> Activity
Below are the records; reproduce all of them exactly but without any images.

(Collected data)
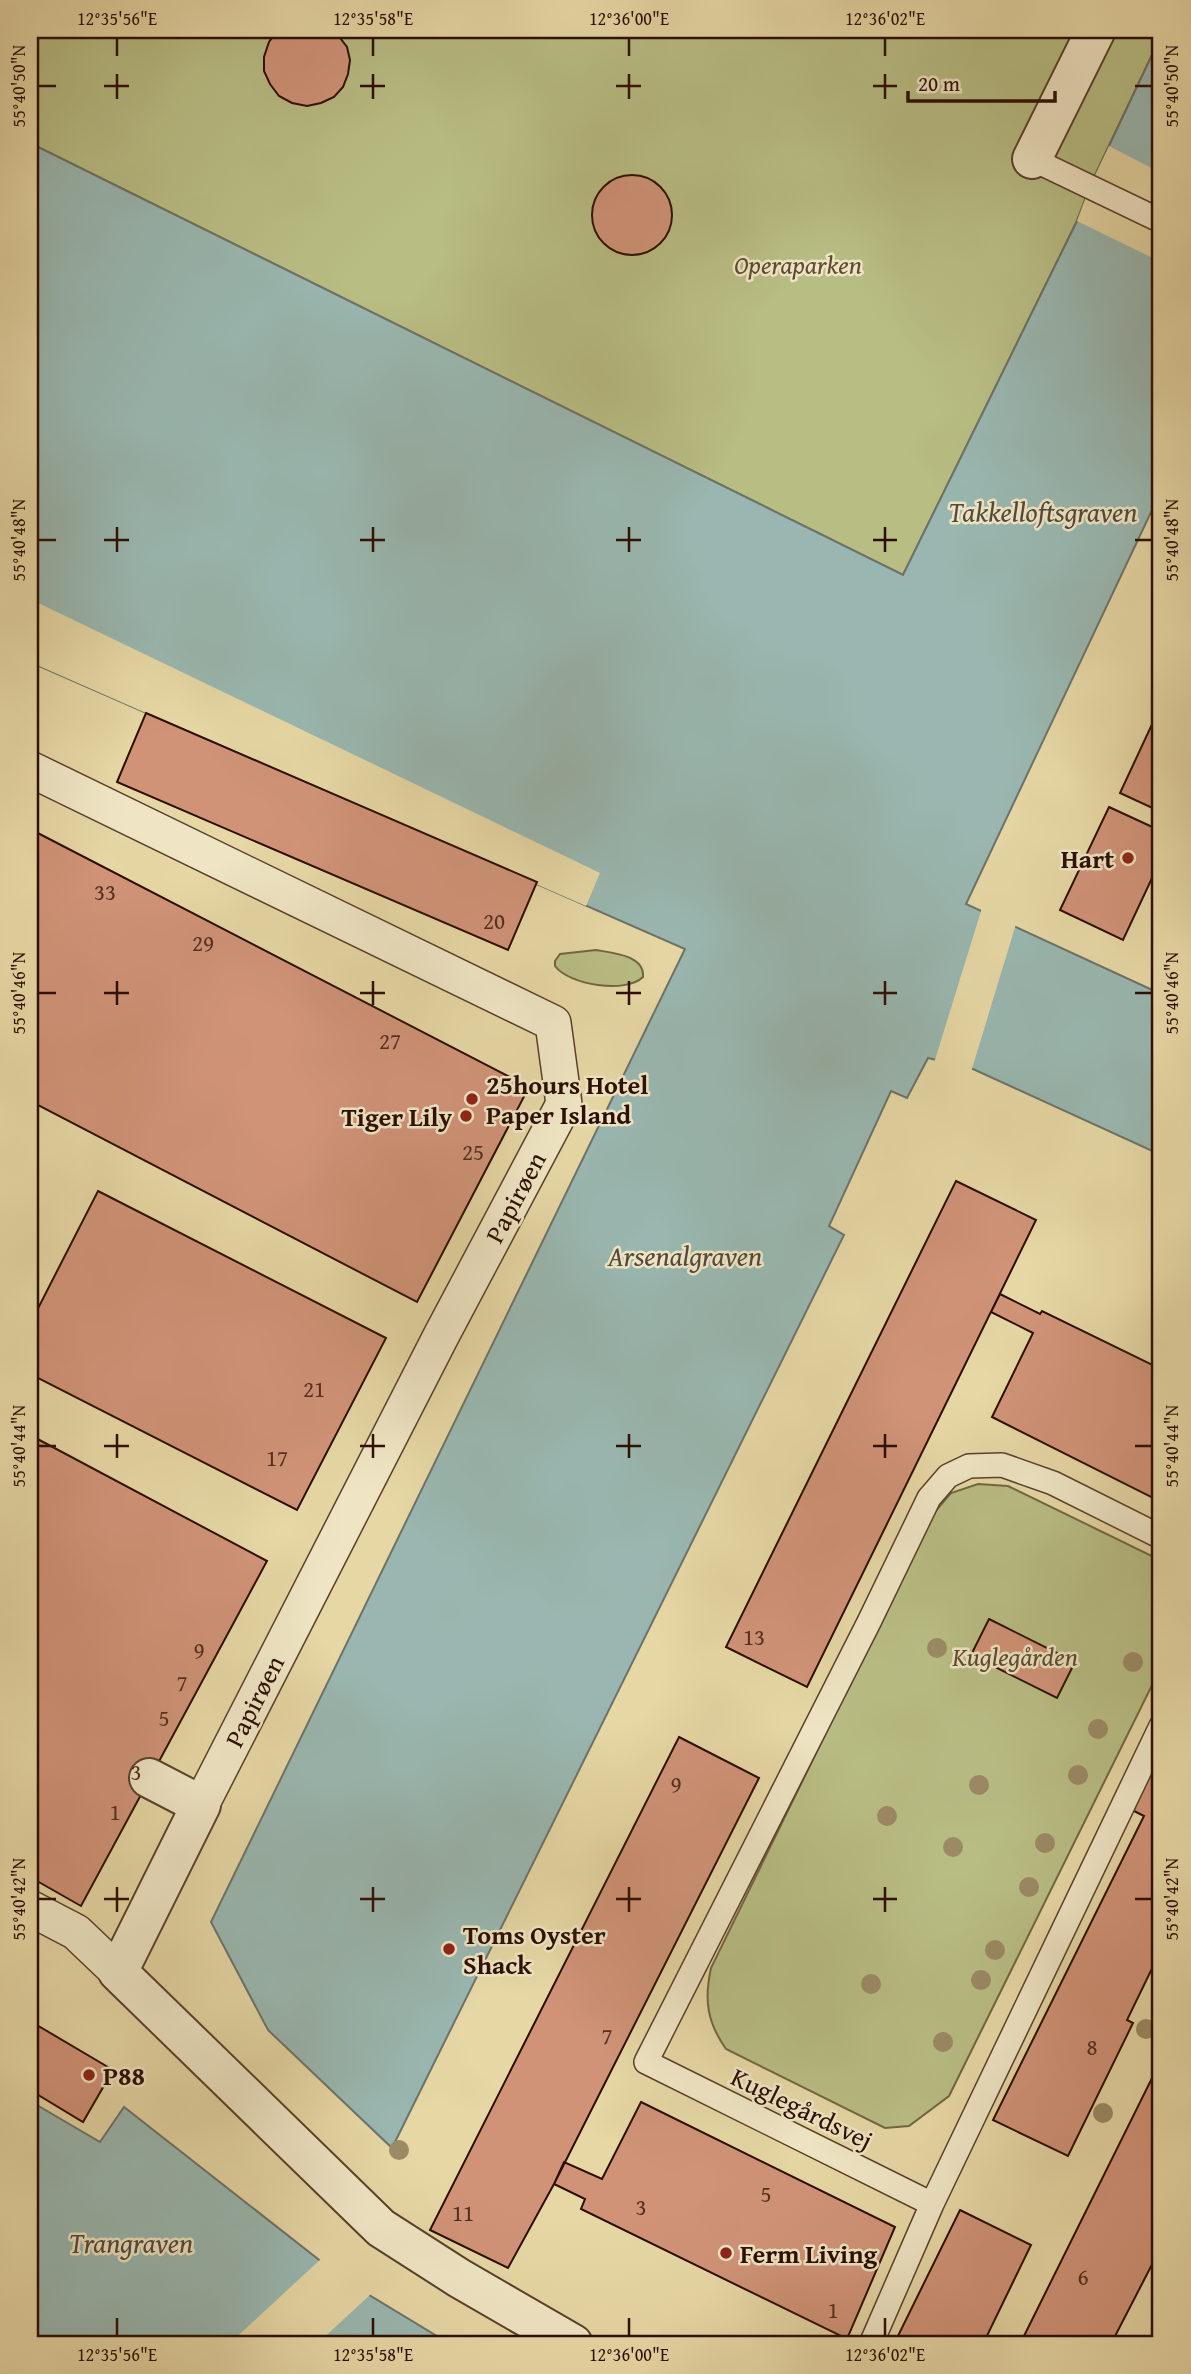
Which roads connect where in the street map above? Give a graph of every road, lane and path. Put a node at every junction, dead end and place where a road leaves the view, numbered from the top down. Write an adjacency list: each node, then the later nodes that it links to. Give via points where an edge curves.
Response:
1 (1096, 30): 2 (street)
2 (1032, 159): 3 (lane)
3 (1161, 221)
4 (30, 769): 8 (street, Papirøen, via 553,1023 564,1104)
5 (1161, 1537): 11 (lane, Kuglegårdsvej, via 1053,1483 1002,1465 969,1466 948,1476 929,1498 646,2062)
6 (1161, 1726): 11 (lane)
7 (149, 1778): 8 (street)
8 (201, 1805): 10 (street, Papirøen)
9 (30, 1908): 10 (street, via 76,1932)
10 (118, 1972): 12 (street, via 381,2228)
11 (932, 2204): 13 (lane)
12 (573, 2344)
13 (871, 2344)

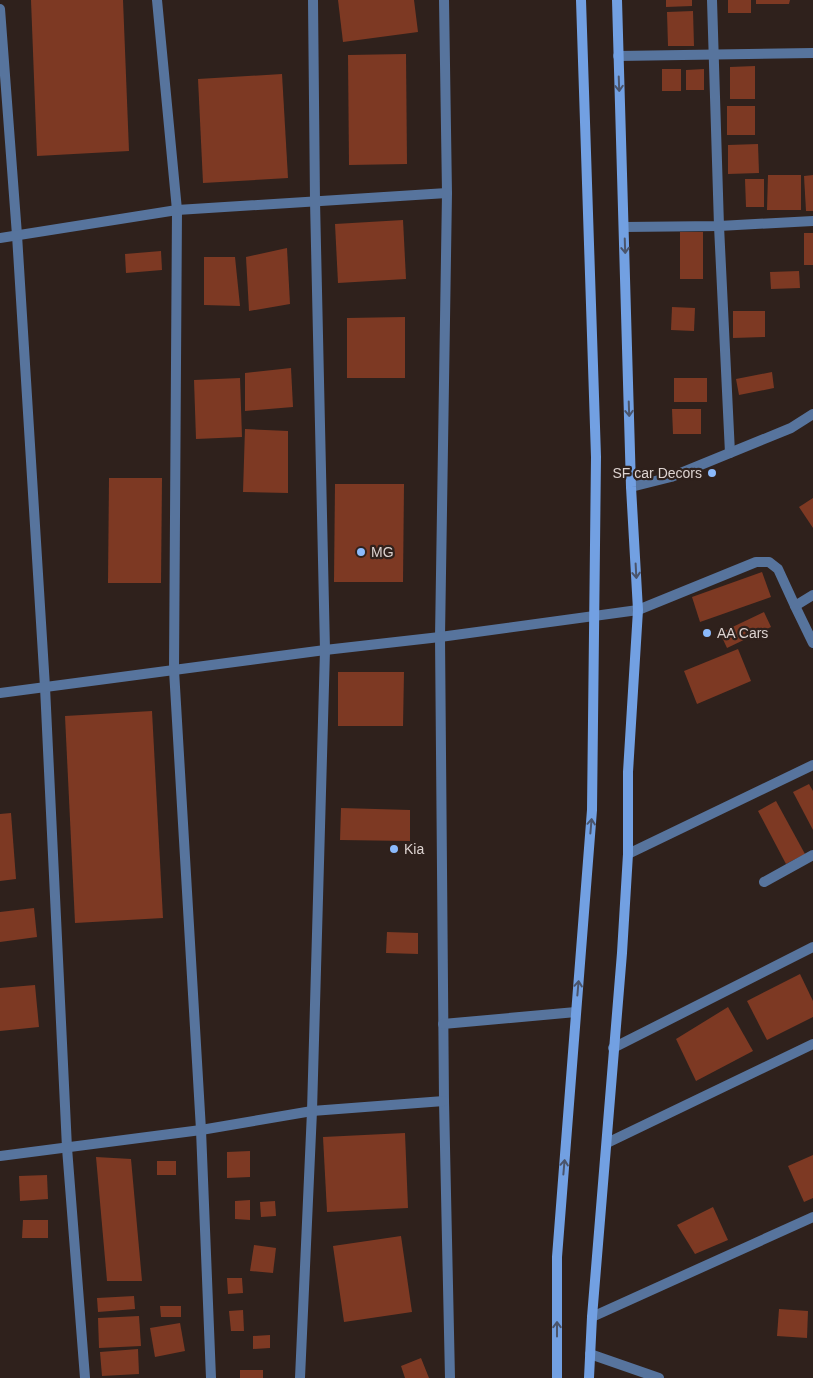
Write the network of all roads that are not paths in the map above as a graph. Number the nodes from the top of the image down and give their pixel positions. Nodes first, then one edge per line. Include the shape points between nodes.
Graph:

> Problem solution
Which roads connect where in the street map above? Give a graph of every road, lane and path. Put a node at every junction, dead end and place where a road leaves the view, numbered from the top down. Write an adjacency list: each node, then the later nodes that it links to. Give via points where an edge curves.
Response:
1 (1096, 30): 2 (street)
2 (1032, 159): 3 (lane)
3 (1161, 221)
4 (30, 769): 8 (street, Papirøen, via 553,1023 564,1104)
5 (1161, 1537): 11 (lane, Kuglegårdsvej, via 1053,1483 1002,1465 969,1466 948,1476 929,1498 646,2062)
6 (1161, 1726): 11 (lane)
7 (149, 1778): 8 (street)
8 (201, 1805): 10 (street, Papirøen)
9 (30, 1908): 10 (street, via 76,1932)
10 (118, 1972): 12 (street, via 381,2228)
11 (932, 2204): 13 (lane)
12 (573, 2344)
13 (871, 2344)

Write the network of all roads that are not paths in the map above as a graph. Number the nodes from the top of the image down and give their pixel positions. Nodes first, then one edge per line. Include the shape points between nodes.
Graph:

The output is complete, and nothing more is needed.